It turns out we can simplify the problem by solving it in two dimensions. We may write $G^2$ as a two dimensional integral over independent variables:
\begin{align}
G^2 = \int dx\, dy\, e^{-\frac{1}{2}(x^2 + y^2)} \ .
\end{align}
The trick is to pass to polar coordinates:
\begin{align}
G^2 &= 2\pi \int_0^\infty\, r\,dr\, e^{-\frac{1}{2}r^2}
\\
&= 2\pi \int_0^\infty\, dw\, e^{-w}
\\
&= 2\pi \ . \label{eq:gaussian:integral}
\end{align}
From this we deduce that $G = \sqrt{G^2} = \sqrt{2\pi}$. This is a cute parlor trick that may earn you a tip of the hat in the right company. But we're not done yet; let's squeeze this parlor trick for all that it's worth.
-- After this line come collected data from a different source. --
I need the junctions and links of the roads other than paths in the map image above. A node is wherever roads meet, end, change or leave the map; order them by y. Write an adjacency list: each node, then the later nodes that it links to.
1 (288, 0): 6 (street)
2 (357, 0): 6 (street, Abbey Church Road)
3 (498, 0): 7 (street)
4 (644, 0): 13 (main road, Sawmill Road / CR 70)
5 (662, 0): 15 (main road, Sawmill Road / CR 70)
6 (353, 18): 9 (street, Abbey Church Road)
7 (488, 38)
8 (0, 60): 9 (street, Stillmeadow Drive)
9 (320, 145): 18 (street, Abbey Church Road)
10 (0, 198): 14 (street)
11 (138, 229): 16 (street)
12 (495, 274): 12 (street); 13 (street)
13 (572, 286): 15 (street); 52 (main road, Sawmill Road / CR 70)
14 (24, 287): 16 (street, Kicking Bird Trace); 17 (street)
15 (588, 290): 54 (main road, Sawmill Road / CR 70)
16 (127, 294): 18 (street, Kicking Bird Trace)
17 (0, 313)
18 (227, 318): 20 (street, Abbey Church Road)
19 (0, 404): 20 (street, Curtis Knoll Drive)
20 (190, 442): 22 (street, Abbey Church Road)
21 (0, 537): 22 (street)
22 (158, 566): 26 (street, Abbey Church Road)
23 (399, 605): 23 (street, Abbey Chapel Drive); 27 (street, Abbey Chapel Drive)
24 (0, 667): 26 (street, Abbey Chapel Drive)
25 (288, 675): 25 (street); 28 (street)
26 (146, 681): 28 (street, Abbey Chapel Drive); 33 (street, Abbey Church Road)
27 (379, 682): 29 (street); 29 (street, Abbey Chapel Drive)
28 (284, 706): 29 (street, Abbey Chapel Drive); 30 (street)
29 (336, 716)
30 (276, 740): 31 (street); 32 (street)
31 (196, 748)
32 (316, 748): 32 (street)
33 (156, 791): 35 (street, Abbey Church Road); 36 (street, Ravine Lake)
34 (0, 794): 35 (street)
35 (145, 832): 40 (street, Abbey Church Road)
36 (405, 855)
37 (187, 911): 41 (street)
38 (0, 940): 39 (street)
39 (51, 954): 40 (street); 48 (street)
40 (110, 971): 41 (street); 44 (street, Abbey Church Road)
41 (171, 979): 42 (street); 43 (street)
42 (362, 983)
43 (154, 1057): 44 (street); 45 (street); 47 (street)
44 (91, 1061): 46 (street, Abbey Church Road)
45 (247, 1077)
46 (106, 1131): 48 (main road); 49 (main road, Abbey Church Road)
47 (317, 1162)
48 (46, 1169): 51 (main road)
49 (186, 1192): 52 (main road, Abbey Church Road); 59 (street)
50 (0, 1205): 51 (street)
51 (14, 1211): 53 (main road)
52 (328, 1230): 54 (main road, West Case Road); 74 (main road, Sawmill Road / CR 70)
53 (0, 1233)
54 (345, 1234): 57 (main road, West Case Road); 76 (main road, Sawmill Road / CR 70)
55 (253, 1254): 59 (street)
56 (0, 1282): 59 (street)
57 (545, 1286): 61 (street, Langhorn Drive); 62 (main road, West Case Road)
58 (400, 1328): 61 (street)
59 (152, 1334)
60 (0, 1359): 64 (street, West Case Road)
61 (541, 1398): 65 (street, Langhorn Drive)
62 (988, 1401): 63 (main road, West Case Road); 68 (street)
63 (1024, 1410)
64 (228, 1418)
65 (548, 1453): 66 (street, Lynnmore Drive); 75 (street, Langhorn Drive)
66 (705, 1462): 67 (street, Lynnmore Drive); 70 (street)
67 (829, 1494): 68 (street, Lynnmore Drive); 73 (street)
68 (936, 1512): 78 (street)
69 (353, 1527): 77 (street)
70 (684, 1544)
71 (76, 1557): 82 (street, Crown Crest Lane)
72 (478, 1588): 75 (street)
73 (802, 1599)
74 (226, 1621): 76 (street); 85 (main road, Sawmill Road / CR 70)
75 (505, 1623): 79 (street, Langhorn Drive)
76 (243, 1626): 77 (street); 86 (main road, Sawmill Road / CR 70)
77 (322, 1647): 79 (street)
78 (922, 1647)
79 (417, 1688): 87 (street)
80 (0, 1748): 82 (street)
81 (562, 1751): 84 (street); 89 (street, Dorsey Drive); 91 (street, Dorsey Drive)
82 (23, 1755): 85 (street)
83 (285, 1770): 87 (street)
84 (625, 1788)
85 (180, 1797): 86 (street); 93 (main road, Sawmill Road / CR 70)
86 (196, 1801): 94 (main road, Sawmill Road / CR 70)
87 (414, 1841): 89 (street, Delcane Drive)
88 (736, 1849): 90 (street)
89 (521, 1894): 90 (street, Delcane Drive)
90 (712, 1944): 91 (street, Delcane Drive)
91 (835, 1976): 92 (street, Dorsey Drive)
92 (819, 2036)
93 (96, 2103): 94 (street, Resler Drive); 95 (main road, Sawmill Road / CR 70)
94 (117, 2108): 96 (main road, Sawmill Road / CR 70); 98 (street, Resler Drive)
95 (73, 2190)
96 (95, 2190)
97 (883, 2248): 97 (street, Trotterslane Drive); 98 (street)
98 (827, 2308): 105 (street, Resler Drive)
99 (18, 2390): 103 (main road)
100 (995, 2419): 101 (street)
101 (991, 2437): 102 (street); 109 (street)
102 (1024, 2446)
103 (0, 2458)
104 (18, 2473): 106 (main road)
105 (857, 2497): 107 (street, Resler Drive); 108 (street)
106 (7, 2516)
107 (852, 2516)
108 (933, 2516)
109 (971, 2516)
\subsection{Down the Gaussian rabbit hole}
The action appears in our quantum Green's function \eqref{eq:G:QM}. We've identified something special about the quadratic part of the action: it gives linear differential equations. What can we learn about the nature of the Green's function from the Gaussian integral?
\paragraph{Gaussian with a prefactor.} The following generalization of the Gaussian integral should be `obvious' for you:
\begin{align}
\int_{-\infty}^{\infty}dx\, e^{-\frac{1}{2}ax^2}
&=
\sqrt{\frac{2\pi}{a}} \ .
\label{eq:gaussian:a}
\end{align}
This is `obvious' from dimensional analysis. Imagine giving $x$ some dimension ($x$-ness). In order for the argument of the exponential to be dimensionless, $a$ must carry dimension $[a]=-2$ of $x$-ness. The total integral has $x$-ness dimension $[G]=1$, from which we deduce that $[G]\sim 1/\sqrt{a}$. However, since the result must match \eqref{eq:gaussian:integral}, we know the proportionality.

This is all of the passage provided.